TUTTI GLOBALIZZATI CON IL CULO DEGLI ALTRI - IL PRESIDENTE XI JINPING, PER LA PRIMA VOLTA AL FORUM DI DAVOS, LANCIA LA CINA AL POSTO DEGLI USA COME MOTORE DELL’ECONOMIA GLOBALE - E TE CREDO: PECHINO, GRAZIE AL TURBOCAPITALISMO SELVAGGIO, HA MACINATO CRESCITA E SVILUPPO (SULLE SPALLE DEGLI ALTRI)
Paolo Salom per il “Corriere della Sera”
Chissà se Mao avrebbe mai potuto immaginare, lui abituato a vedere lontano, che un suo successore - peraltro figlio di un compagno d'armi - un giorno avrebbe difeso il libero mercato di fronte al Gotha della finanza mondiale, mentre il prossimo leader della Tigre (di carta) capitalista sarebbe stato fischiato come l'artefice di involuzione e protezionismo.

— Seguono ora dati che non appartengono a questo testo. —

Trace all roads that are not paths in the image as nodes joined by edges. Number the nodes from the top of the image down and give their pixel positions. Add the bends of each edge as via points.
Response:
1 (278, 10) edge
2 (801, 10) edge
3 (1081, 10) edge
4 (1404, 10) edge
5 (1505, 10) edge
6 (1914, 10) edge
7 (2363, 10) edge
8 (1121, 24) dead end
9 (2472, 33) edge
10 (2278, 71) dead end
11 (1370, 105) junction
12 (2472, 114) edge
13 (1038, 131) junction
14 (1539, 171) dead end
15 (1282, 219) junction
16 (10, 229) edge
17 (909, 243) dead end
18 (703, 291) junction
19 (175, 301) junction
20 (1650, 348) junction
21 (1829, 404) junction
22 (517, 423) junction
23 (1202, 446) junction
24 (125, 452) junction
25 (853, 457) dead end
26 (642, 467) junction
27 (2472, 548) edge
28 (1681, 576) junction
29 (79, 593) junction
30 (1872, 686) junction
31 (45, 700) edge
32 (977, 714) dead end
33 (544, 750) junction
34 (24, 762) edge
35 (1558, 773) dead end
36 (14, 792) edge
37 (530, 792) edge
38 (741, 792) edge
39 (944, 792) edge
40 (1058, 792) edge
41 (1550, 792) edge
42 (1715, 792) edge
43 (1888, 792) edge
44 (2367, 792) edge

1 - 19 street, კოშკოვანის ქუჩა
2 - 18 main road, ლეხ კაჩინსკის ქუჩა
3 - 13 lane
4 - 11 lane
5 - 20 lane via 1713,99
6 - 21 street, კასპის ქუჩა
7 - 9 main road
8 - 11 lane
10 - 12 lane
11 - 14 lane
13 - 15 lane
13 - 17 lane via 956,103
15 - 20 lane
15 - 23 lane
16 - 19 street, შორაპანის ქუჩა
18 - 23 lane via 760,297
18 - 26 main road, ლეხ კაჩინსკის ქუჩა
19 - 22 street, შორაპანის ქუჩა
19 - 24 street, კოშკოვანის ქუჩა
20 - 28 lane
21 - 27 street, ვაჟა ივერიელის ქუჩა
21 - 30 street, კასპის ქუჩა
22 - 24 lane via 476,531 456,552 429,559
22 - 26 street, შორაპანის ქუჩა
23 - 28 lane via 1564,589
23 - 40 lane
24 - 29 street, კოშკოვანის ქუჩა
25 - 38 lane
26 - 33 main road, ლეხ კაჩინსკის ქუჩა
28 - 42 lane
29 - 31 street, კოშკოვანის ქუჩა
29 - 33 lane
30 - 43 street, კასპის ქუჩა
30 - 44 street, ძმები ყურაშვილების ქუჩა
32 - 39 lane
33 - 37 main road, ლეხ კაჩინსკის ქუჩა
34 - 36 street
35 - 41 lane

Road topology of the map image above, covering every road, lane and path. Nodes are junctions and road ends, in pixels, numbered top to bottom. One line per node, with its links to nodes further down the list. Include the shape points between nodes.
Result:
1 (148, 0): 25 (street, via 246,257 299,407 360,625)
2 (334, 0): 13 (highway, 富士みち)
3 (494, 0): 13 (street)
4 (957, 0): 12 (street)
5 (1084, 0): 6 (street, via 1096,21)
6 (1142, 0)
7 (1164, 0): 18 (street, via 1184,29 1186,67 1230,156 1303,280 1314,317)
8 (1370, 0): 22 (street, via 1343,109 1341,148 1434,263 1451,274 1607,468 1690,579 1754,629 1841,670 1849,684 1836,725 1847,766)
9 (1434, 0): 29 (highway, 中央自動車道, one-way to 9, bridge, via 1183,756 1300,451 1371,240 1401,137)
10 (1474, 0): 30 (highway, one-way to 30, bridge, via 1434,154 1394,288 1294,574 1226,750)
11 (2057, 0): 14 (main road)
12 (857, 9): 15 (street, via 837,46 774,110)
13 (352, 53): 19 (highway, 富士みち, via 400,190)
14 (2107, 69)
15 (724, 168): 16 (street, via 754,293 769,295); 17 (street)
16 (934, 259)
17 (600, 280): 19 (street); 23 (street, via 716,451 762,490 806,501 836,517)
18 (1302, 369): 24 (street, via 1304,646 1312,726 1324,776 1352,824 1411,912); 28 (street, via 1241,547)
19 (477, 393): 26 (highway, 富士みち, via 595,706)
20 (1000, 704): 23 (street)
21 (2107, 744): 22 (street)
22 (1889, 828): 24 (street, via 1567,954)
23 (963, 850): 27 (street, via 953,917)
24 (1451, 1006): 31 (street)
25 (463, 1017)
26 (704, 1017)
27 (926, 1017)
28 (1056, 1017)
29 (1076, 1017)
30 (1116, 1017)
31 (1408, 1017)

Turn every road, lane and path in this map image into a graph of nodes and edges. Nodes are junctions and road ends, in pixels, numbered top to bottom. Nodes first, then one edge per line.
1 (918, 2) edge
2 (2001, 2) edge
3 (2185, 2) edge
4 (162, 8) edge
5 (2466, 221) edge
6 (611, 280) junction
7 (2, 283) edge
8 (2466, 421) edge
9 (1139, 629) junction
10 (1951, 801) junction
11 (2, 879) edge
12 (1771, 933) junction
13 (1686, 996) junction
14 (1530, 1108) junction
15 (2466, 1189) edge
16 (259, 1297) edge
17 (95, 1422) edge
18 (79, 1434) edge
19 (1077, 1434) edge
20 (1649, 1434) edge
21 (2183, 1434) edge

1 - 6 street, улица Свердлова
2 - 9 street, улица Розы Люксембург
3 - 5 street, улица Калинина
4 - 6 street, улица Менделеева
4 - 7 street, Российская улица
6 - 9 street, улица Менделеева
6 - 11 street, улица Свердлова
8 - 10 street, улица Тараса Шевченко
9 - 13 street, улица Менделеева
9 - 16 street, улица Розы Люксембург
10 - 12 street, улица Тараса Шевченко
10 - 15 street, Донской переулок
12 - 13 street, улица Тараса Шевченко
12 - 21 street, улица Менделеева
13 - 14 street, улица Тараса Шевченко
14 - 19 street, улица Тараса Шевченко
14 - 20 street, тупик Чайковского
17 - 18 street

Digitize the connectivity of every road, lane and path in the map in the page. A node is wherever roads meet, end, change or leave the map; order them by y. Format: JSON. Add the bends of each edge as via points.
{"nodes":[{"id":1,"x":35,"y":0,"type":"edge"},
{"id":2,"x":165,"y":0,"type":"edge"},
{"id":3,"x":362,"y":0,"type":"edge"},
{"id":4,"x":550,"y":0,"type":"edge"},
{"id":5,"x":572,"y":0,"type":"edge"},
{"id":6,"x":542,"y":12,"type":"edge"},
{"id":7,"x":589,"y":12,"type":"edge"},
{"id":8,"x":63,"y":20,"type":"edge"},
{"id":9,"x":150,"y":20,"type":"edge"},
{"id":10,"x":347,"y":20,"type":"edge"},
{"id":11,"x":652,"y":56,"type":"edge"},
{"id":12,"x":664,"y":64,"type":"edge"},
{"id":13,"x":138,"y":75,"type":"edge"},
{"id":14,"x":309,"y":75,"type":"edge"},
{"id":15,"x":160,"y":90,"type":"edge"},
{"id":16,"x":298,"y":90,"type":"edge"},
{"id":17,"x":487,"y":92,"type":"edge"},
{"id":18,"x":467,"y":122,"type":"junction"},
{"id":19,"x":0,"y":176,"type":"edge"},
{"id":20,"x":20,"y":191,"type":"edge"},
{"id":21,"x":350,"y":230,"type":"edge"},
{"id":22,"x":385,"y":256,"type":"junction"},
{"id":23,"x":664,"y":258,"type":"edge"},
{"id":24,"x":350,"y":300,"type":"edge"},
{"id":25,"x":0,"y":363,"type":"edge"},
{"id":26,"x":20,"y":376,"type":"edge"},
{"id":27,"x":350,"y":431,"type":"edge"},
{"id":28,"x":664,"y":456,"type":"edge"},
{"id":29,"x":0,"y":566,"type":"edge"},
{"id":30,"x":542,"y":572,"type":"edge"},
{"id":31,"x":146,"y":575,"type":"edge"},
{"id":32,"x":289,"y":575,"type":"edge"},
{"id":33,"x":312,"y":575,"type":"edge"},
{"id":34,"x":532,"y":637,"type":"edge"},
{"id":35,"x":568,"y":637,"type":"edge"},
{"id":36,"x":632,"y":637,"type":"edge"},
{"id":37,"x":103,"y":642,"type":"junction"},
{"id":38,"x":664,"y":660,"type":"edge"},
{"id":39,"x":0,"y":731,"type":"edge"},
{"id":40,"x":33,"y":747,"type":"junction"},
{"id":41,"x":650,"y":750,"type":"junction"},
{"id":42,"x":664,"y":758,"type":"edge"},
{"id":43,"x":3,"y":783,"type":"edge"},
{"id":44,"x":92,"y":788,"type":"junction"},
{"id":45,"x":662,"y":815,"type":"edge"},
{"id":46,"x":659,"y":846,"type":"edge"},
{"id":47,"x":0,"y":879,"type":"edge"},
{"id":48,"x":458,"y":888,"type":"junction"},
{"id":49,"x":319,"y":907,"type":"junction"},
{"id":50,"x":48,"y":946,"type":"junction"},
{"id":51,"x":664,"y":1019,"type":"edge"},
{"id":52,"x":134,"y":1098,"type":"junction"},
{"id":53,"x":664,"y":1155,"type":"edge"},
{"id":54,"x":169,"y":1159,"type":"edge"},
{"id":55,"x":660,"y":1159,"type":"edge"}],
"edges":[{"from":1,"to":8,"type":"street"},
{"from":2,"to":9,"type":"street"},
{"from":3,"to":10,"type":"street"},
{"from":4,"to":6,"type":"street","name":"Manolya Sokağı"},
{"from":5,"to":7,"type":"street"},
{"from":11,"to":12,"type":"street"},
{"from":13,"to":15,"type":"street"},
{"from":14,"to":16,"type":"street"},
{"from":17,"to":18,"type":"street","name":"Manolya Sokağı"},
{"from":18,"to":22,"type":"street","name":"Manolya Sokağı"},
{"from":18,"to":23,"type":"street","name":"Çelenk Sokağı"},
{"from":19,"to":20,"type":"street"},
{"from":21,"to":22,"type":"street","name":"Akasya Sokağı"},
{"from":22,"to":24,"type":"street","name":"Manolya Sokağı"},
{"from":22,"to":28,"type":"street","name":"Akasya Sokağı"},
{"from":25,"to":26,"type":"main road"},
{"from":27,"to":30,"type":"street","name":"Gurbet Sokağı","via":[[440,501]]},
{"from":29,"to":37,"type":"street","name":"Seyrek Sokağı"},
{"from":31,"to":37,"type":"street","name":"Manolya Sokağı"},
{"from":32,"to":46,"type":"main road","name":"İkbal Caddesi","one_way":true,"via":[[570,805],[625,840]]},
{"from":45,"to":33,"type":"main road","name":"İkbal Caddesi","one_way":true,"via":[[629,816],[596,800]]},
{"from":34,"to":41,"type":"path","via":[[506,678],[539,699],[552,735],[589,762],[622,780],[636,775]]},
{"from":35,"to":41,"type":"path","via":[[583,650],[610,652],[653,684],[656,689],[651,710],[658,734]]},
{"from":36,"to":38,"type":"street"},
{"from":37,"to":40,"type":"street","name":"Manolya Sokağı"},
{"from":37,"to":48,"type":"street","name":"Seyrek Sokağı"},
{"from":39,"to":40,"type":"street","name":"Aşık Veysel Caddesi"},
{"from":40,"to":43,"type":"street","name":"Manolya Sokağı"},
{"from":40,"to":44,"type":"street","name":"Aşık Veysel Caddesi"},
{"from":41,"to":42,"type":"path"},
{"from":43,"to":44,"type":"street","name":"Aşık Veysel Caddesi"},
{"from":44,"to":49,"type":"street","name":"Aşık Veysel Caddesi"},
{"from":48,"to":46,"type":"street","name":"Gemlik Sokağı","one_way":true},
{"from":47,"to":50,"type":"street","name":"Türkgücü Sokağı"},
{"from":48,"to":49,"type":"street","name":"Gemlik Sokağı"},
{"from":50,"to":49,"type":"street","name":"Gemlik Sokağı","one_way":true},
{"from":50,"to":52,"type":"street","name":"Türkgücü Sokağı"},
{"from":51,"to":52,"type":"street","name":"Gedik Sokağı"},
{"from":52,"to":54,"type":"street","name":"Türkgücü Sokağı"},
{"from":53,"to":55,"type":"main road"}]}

La Rivoluzione non è un pranzo di gala. Ma a Davos, attovagliati insieme agli sherpa del presidente Xi Jinping, banchieri globalizzati e ministri di ogni angolo del pianeta, ieri, preparavano la strada per un possibile ricambio di leadership a protezione degli interessi commerciali internazionali, mentre Anthony Scaramucci, l'emissario di Donald Trump - vero convitato di pietra - si affannava a rassicurare i clienti pronti alla fuga.
La Cina al posto degli Stati Uniti come motore dell' economia globalizzata? A giudicare dalle parole che il nuovo Timoniere ieri ha pronunciato, primo presidente della Repubblica Popolare a intervenire, inaugurandolo, al Forum economico mondiale (per l' Italia c' è il ministro Pier Carlo Padoan), la risposta è sì: «Perseguire il protezionismo - ha detto tra l' altro Xi Jinping - è come chiudersi in una stanza scura. Il vento e la pioggia restano fuori, ma anche l' aria e la luce. La Cina terrà le porte aperte e non le chiuderà. E speriamo che anche altri Paesi ci seguiranno».
Certo, l' Impero Celeste, dall' alto della sua crescita trentennale, per quanto da tempo non più a due cifre (nel 2016 si è attestata sul 6,7%) ha certo contribuito a creare ricchezza, non solo per il proprio regime (le attuali riserve in valuta superiori ai 3.000 miliardi di dollari).
Tuttavia, le parole di Xi vanno lette nel contesto, con il pensiero al futuro e non letteralmente, considerando gli ostacoli ancora presenti quanto ad apertura verso l'estero del mercato cinese, ancora governato da politiche monetarie, industriali e commerciali difensive. «Ma nessuno - ha ammonito, promettendo di non svalutare ad arte la divisa nazionale, lo yuan - uscirà vincitore da una guerra commerciale».
Che a Davos il clima - peraltro tradizionalmente rigido a gennaio, con temperature ben al di sotto dello zero - sia favorevole a un cambio della guardia epocale, lo confermano le varie sessioni del Forum dedicate all' Estremo Oriente. Una in particolare è esplicita sin dal titolo: «L'Asia prende il comando». E la parola Asia potrebbe tranquillamente essere sostituita con «Cina». «In un mondo in preda a incertezza e volatilità dei mercati - ha confermato Klaus Schwab, fondatore del Forum di Davos prima di accogliere Xi sul palco - tutti guardano a Pechino».
Intanto è Schwab il primo: ieri, tra l'altro, è stato firmato un accordo di «partnership decennale» tra la Cina e lo stesso Forum. Interessante il giudizio di Ian Bremmer, presidente del think-tank Eurasia Group: «La reazione di Davos al discorso di Xi? Successo su tutti i fronti. Parole lontane miglia da quelle di qualunque altro leader cinese».
Non poteva che essere così, visto il momento. E Xi Jinping ne ha anche approfittato per strizzare l' occhio all'audience dicendo, per non apparire naïf, che la globalizzazione non ha portato effettivamente benefici a tutti, in parte perché «c' è stata una corsa esagerata ai profitti». Ma, citando Charles Dickens («Il racconto di due città»), ha chiosato: «Era il tempo migliore e il tempo peggiore». Insomma: la globalizzazione non è tutta positiva. Ma non è nemmeno responsabile «dei guai attuali del mondo come guerre e crisi dei profughi». Dunque non c' è ragione di abbandonarla.